The parent company of Santa Ana’s SimpleTech Inc. is looking to break the consumer memory gear brand out of its box.
San Mateo-based Fabrik Inc., which got its start in 2005, bought industrial memory products maker STEC Inc.’s ailing consumer data storage and flash memory unit for $43 million a year ago.
This year it’s gearing up to pit SimpleTech against the disk drive giants of the industry, Scotts Valley-based Seagate Technology LLC and Lake Forest’s Western Digital Corp.
“2008 is the year we are going to do much more interesting things and begin to get outside of what was the historic SimpleTech channel,” Fabrik Chief Executive Mike Cordano said.
When Fabrik bought the brand from Santa Ana’s STEC, it was running on razor-thin profits selling flash memory cards for digital cameras, cell phones and other gear.
Fabrik has scaled down the flash memory gear,although some SimpleTech cards still are sold in stores,and started investing in external disk drives for consumers.
It’s where Fabrik can compete and pitch SimpleTech as a solid No. 3 in the market, Cordano said.
The company is doing something the competition hasn’t been as big on,paying close attention to industrial design, colors and packaging.
“Traditionally, external storage has been a very horizontally positioned, generic product,” Cordano said. “It’s been sort of one size fits all for every kind of user.”
The company is set to release a line of portable drives next month that was a collaboration with Italy’s Pininfarina SPA, a firm best known for creating the look and feel of luxury cars made by Ferrari, Maserati, Cadillac and Jaguar.

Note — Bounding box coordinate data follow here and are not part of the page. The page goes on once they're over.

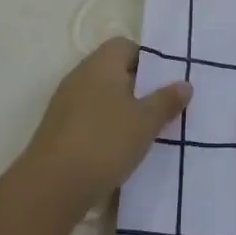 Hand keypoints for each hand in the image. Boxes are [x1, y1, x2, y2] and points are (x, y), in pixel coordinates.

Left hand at [22, 37, 191, 215]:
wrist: (50, 188)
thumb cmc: (104, 142)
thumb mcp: (145, 122)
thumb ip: (166, 101)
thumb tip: (185, 83)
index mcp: (101, 63)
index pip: (126, 46)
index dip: (149, 60)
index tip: (166, 83)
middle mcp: (80, 76)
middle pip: (114, 71)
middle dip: (139, 88)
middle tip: (162, 108)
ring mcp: (66, 104)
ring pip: (102, 97)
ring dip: (123, 110)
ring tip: (145, 133)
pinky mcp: (58, 130)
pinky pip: (89, 118)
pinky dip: (106, 128)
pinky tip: (120, 151) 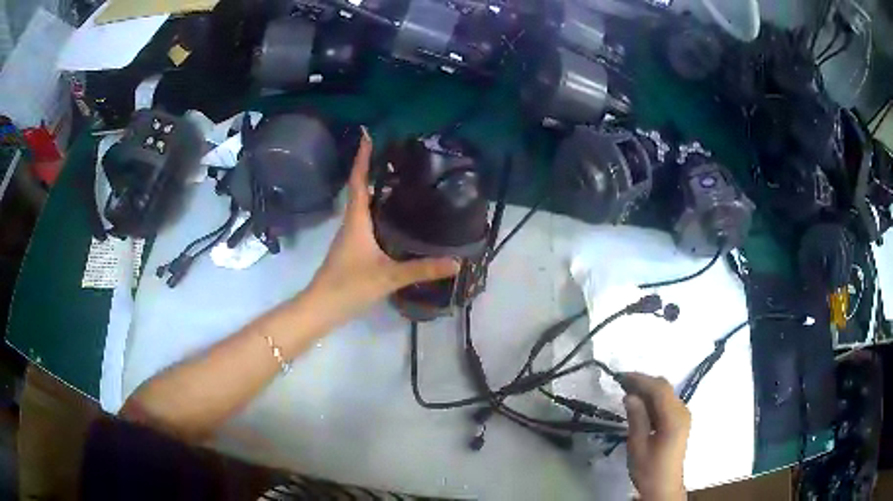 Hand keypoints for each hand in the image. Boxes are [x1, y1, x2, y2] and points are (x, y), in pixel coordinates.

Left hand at [309, 129, 459, 321]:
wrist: (321, 308)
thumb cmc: (349, 286)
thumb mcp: (388, 277)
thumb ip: (422, 269)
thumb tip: (456, 262)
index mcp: (356, 221)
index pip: (359, 182)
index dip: (362, 158)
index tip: (367, 135)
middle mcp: (351, 223)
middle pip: (361, 189)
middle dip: (373, 169)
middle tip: (394, 154)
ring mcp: (350, 237)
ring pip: (363, 206)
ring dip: (375, 189)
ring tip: (398, 179)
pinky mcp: (352, 250)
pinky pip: (365, 221)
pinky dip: (377, 210)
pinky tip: (392, 217)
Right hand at [621, 373, 690, 500]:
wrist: (664, 487)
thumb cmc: (648, 470)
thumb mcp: (637, 446)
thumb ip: (636, 419)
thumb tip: (630, 395)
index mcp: (673, 418)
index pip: (659, 388)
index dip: (641, 379)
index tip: (621, 376)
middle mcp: (682, 411)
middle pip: (664, 388)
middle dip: (643, 382)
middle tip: (621, 383)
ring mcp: (683, 416)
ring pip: (666, 393)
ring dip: (648, 390)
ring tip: (627, 392)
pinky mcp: (680, 421)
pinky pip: (667, 402)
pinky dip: (653, 399)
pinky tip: (639, 405)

Pininfarina helped design the drives around a food theme. The drives come in colors that correspond to fruits and other flavors, such as blueberry, black cherry, cool mint, kiwi, marshmallow, bubblegum and espresso.
It’s an unusual take for computer products typically relegated to bland, silver boxes, said Matthew McRae, vice president of marketing for Fabrik.
“We are kind of perceived as the innovator in the market and we are breaking some of the rules,” he said.
Roughly $200 million in revenue last year came from the SimpleTech alone, Cordano said. Privately held Fabrik expects to do about $400 million in sales this year, he said.
Cordano hails from Maxtor Corp., where he was the vice president of sales and marketing and helped launch its successful OneTouch line of external drives.
Seagate paid $2 billion for Maxtor in 2005.
“The roots of Fabrik and what we are doing now really come from my time at Maxtor,” he said. “The OneTouch was the beginning of taking hard disk drives and trying to create a venue to take it directly to the consumer.”
He characterized the established players as being a bit stodgy and too far up the supply chain to connect with individual users.
“There were limitations inside a company like Maxtor or any of the large companies who sell hard disk drives to people that integrate them into system,” he said. “There are cultural implications to that.”
Cordano has some beef with the big guys’ approach.
For one, Western Digital’s and Seagate’s focus is selling huge numbers of drives to makers of computers and servers, not individual consumers.
“Those companies are really driven by technology, engineering and finding value in operational efficiencies,” Cordano said. “It’s a different mentality. It’s about, ‘How do I minimize my marketing and engineering expense and maximize the revenues?'”
Second, such companies are more focused on the hardware than the kinds of software and services that could be bundled and sold,for a premium,to consumers looking to store, back up and organize their files, he said.
The companies “lack a channel marketing and brand-centric view of the world,” he said. “These are things that are not easily done in an industrial company.”
The SimpleTech buy was a good fit for Fabrik, Cordano said.
“What we were after was a channel,” he said. “We knew what we got was an entry level storage and memory channel. It was a nice combination of scale and volume,at low margin, granted,that together becomes more interesting in terms of a viable business.”
SimpleTech’s roughly 150 workers moved down the street from STEC in Santa Ana last year. It leased a 30,000-square-foot building in July.
Most workers here are in sales, marketing, tech support and operations. Manufacturing is done in Asia but some final assembly is done locally.
Development is done at Fabrik’s offices in Northern California.
The company is continuing to hire as the storage line gets ready to launch in stores and online, according to Mike Williams, general manager.
“We continue to see very strong growth in the business through 2008,” Williams said.